PROBLEM DETAILS
Retype every line from the start of the data down to and including the line with "wrist: (1226, 1070)". Skip the pictures.

MATERIAL SHOWN

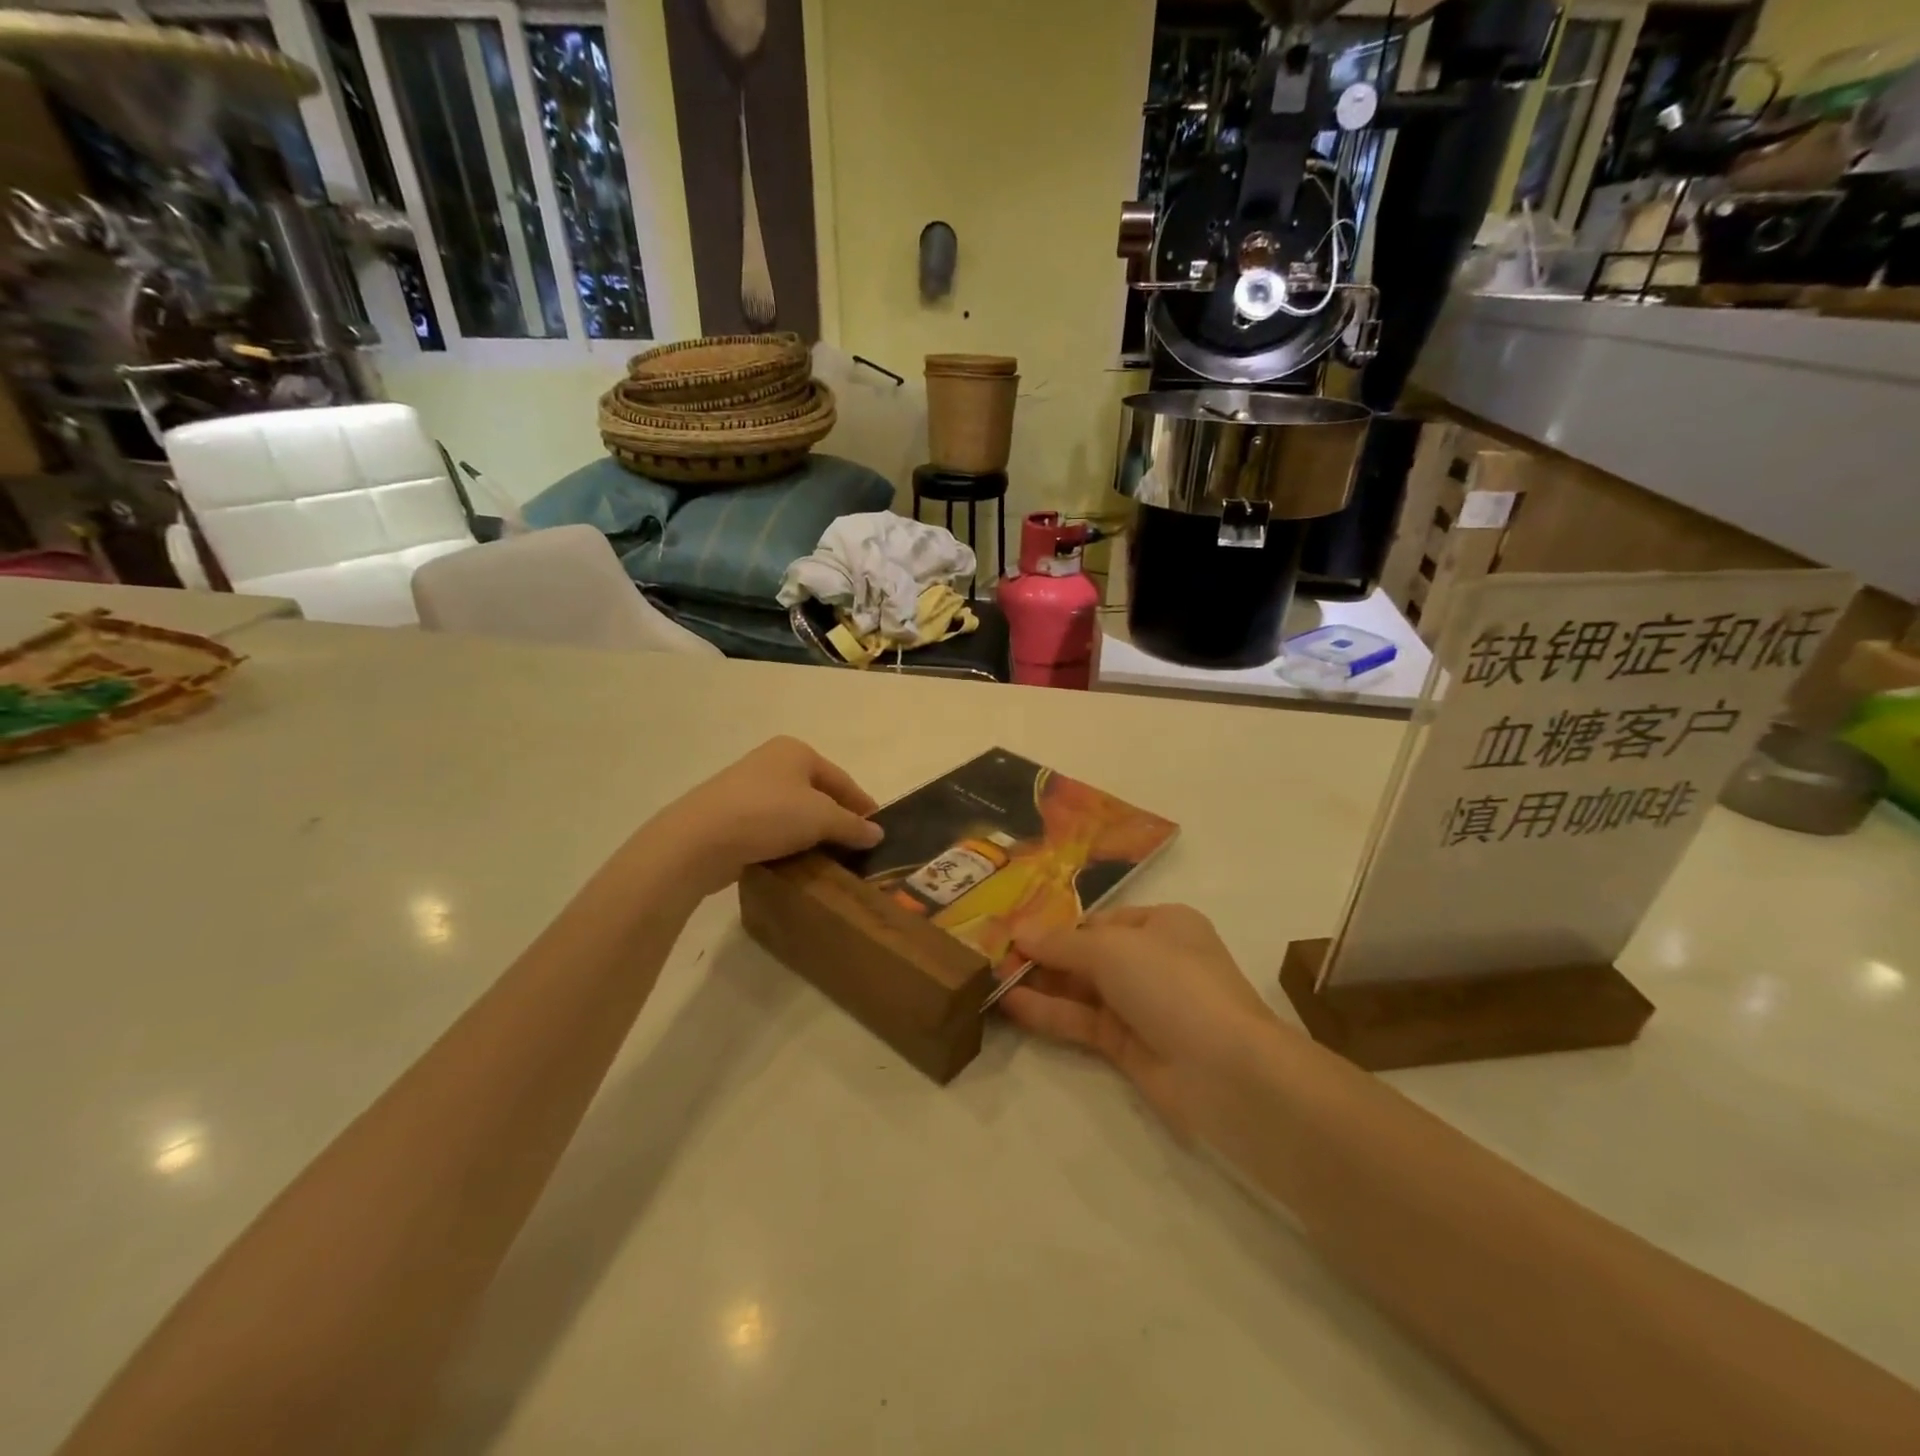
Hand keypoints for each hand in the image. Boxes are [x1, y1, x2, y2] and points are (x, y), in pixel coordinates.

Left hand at [649, 737, 882, 897]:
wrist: (698, 839)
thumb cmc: (768, 815)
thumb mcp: (821, 818)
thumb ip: (853, 825)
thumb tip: (877, 833)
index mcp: (796, 751)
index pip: (842, 779)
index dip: (862, 805)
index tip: (878, 830)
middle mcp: (772, 762)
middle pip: (817, 793)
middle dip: (836, 820)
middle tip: (855, 848)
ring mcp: (747, 788)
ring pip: (793, 812)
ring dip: (811, 834)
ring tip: (828, 859)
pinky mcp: (730, 815)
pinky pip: (770, 827)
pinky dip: (786, 842)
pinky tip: (796, 862)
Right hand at [1000, 905, 1287, 1137]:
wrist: (1226, 1070)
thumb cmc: (1172, 983)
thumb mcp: (1112, 949)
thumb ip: (1061, 943)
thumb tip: (1018, 931)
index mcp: (1162, 924)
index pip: (1100, 920)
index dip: (1058, 925)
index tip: (1014, 928)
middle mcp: (1153, 961)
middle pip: (1088, 954)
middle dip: (1044, 954)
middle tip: (992, 954)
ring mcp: (1142, 1006)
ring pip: (1082, 990)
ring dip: (1040, 983)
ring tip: (989, 977)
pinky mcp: (1130, 1047)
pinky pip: (1082, 1022)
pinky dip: (1049, 1013)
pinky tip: (1010, 1003)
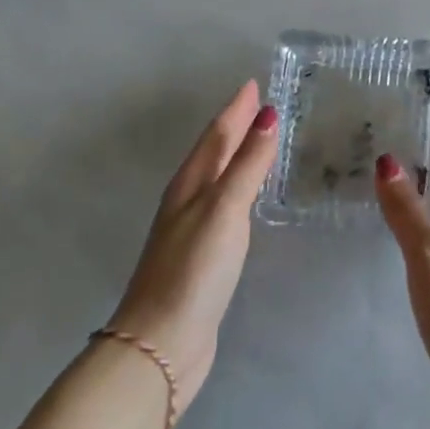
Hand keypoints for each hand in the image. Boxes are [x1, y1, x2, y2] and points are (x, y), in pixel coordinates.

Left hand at [110, 80, 277, 412]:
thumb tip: (268, 113)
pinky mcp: (203, 256)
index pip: (217, 133)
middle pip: (215, 151)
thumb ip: (248, 163)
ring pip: (220, 177)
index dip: (236, 108)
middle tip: (263, 104)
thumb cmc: (194, 270)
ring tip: (262, 139)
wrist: (161, 346)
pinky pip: (226, 204)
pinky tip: (251, 195)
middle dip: (237, 125)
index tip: (254, 82)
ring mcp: (193, 229)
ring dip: (239, 154)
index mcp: (190, 183)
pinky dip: (241, 187)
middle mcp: (188, 199)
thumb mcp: (224, 209)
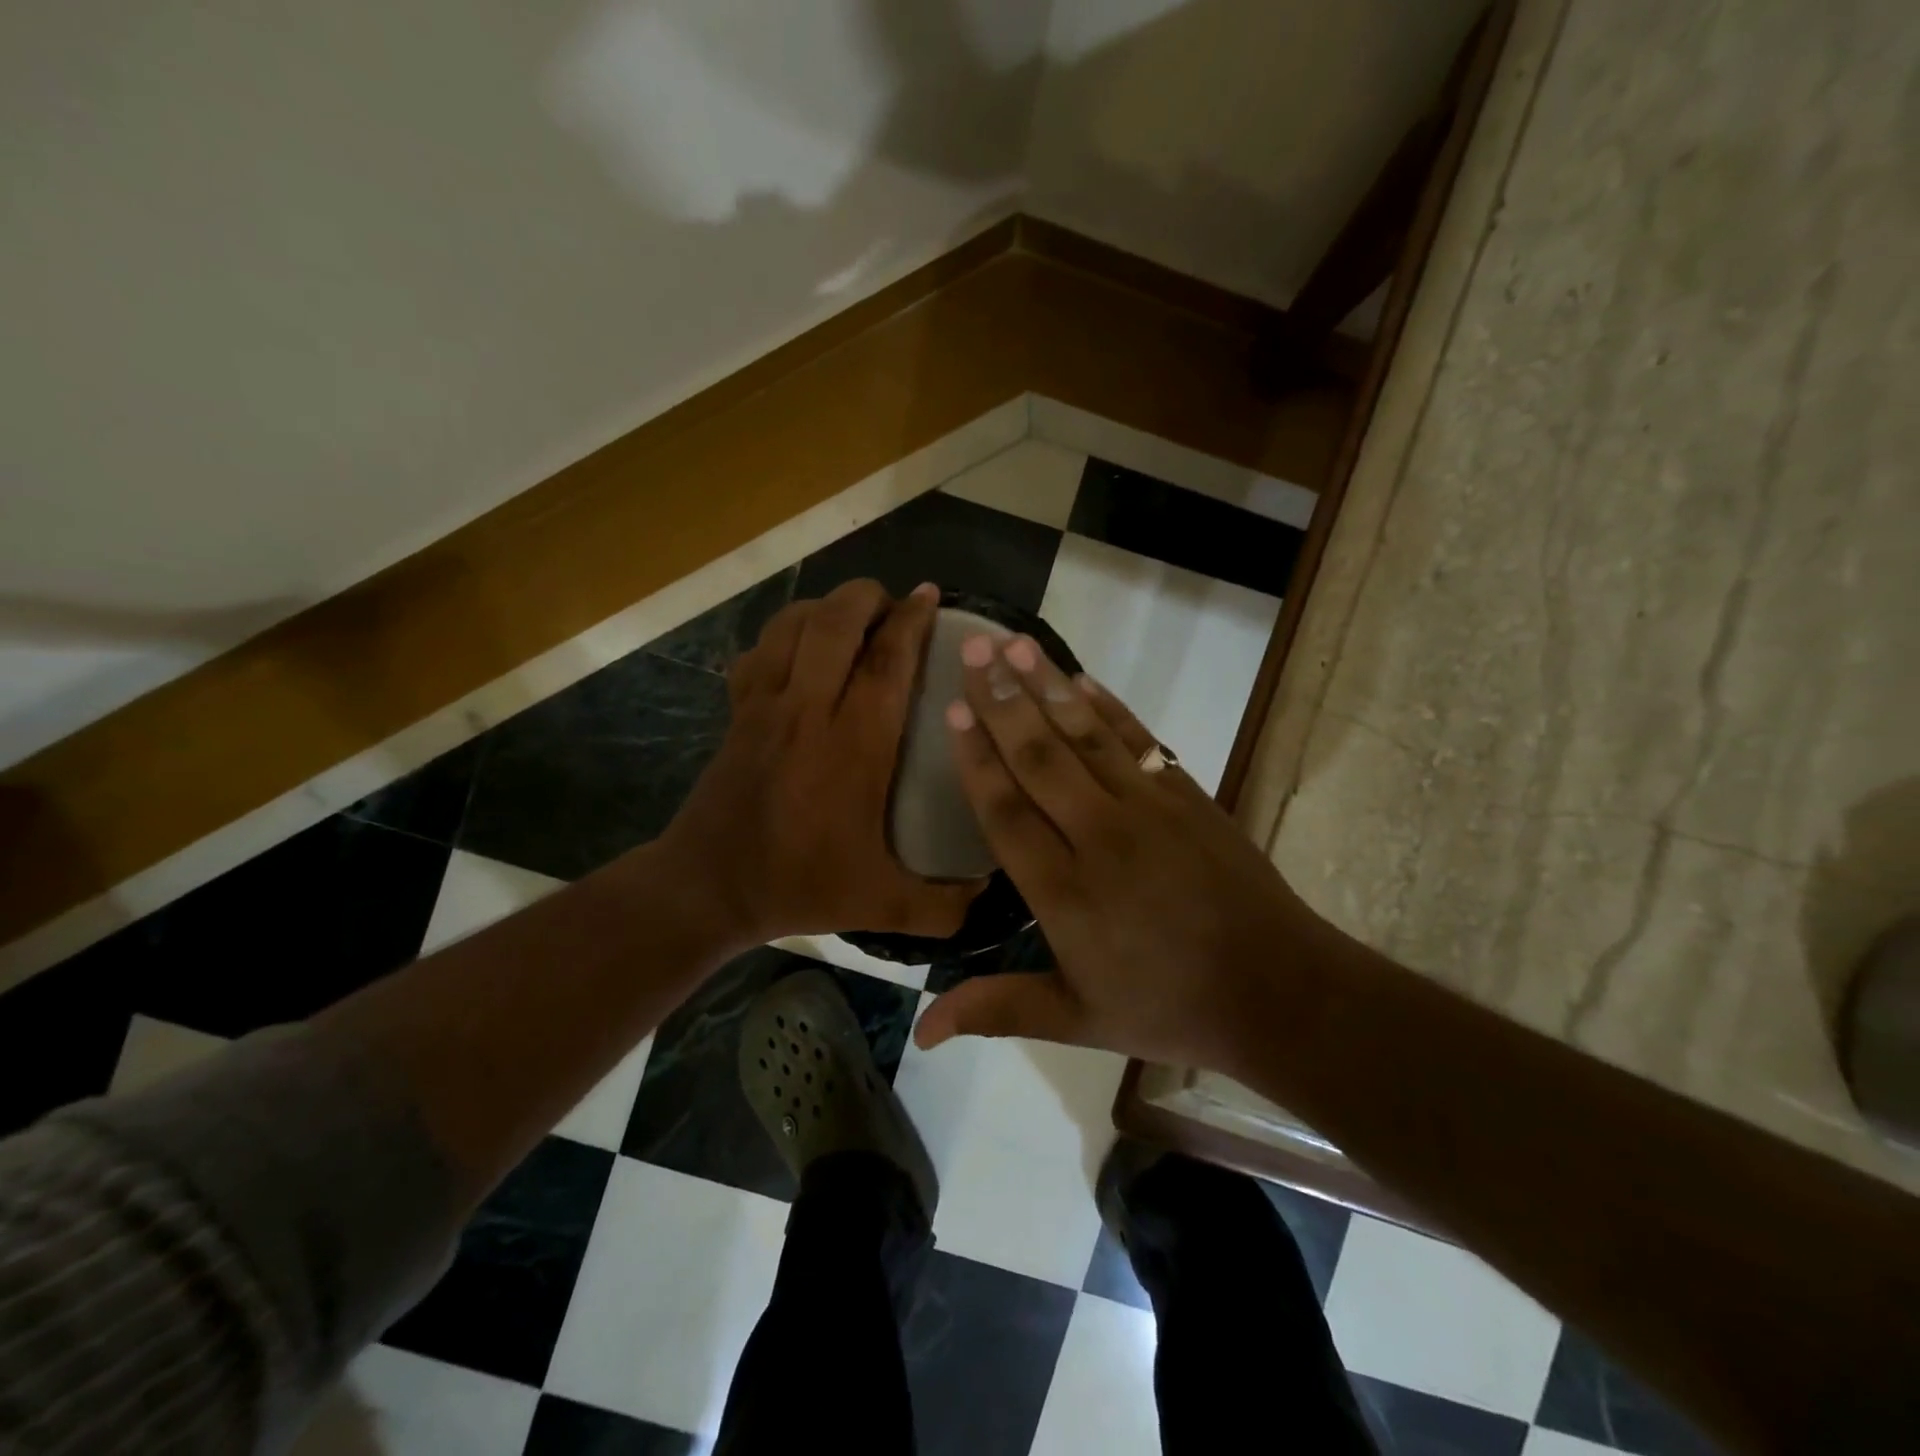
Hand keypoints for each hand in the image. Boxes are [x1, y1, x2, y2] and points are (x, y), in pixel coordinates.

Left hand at [661, 579, 981, 947]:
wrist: (706, 888)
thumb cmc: (798, 885)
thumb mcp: (881, 904)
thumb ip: (943, 905)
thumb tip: (990, 892)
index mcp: (854, 745)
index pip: (887, 661)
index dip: (911, 621)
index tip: (929, 596)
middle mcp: (808, 709)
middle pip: (835, 622)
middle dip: (866, 597)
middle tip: (892, 605)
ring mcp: (765, 705)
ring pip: (791, 625)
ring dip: (825, 607)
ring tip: (851, 616)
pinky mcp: (737, 711)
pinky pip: (758, 650)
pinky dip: (782, 635)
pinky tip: (799, 651)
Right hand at [912, 632, 1316, 1076]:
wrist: (1276, 991)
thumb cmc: (1167, 1007)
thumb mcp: (1076, 1020)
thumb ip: (997, 1009)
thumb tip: (920, 1032)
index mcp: (1065, 892)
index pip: (1006, 811)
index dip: (977, 758)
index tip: (953, 710)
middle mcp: (1100, 837)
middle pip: (1040, 757)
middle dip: (1001, 700)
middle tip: (972, 647)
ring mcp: (1149, 810)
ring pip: (1086, 736)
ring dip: (1048, 687)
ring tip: (1016, 645)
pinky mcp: (1188, 796)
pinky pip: (1140, 740)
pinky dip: (1109, 707)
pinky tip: (1082, 679)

EXERCISE ANSWER
Hand keypoints for each hand in the image. Boxes are [x1, y1, x2, y2] and points are (x, y), in pixel coordinates.

Left hand at [649, 737, 882, 897]:
wrist: (698, 839)
thumb cmc: (768, 815)
thumb mcp: (821, 818)
thumb ip: (853, 825)
thumb tip: (877, 833)
index mcp: (796, 751)
index pip: (842, 779)
index dip: (862, 805)
index tip: (878, 830)
middle mcp: (772, 762)
middle pip: (817, 793)
middle dip: (836, 820)
middle tip: (855, 848)
ring mcp: (747, 788)
ring pip: (793, 812)
ring dip: (811, 834)
ring tip: (828, 859)
pinky mcp: (730, 815)
pinky pip: (770, 827)
pinky dip: (786, 842)
pinky tip: (796, 862)
Right hand at [1000, 905, 1287, 1137]:
wrist: (1226, 1070)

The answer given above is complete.